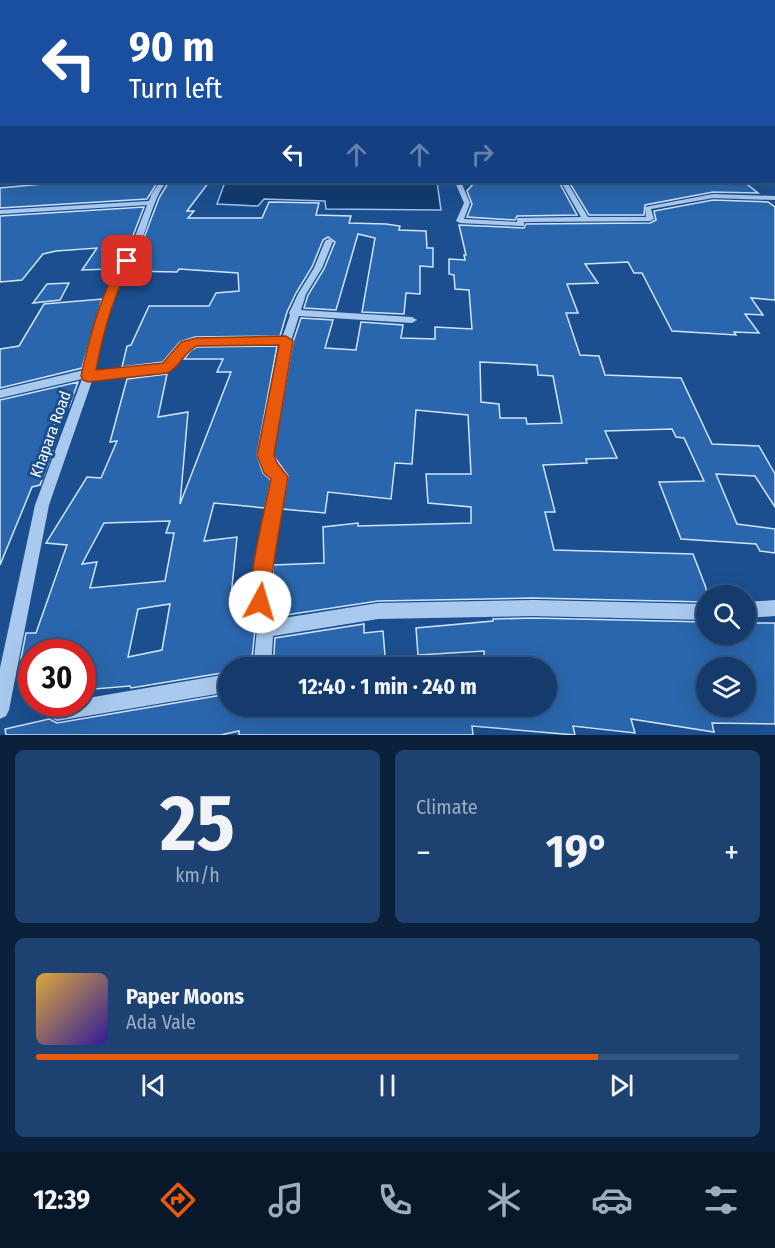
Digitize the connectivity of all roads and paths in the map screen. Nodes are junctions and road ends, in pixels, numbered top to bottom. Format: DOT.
graph roads {
  1 [pos="162,183"];
  2 [pos="458,183"];
  3 [pos="565,183"];
  4 [pos="775,198"];
  5 [pos="151,203"];
  6 [pos="0,212"];
  7 [pos="585,218"];
  8 [pos="329,242"];
  9 [pos="294,313"];
  10 [pos="411,320"];
  11 [pos="286,341"];
  12 [pos="88,375"];
  13 [pos="0,394"];
  14 [pos="775,608"];
  15 [pos="756,609"];
  16 [pos="696,612"];
  17 [pos="265,629"];
  18 [pos="263,657"];
  19 [pos="218,685"];
  20 [pos="96,705"];
  21 [pos="0,710"];
  1 -- 5 [label="street, Khapara Road"];
  2 -- 7 [label="street"];
  3 -- 7 [label="street"];
  4 -- 7 [label="street"];
  5 -- 6 [label="street"];
  5 -- 12 [label="street, Khapara Road"];
  8 -- 9 [label="street"];
  9 -- 10 [label="street"];
  9 -- 11 [label="street"];
  11 -- 12 [label="street"];
  11 -- 17 [label="street"];
  12 -- 13 [label="street"];
  12 -- 21 [label="street, Khapara Road"];
  14 -- 15 [label="street"];
  16 -- 17 [label="street"];
  17 -- 18 [label="street"];
  19 -- 20 [label="street"];
}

_ _ _ _

__Required action__
Go through the material line by line and state how many lines hold "roads", with no other words.

__Exercise result__
2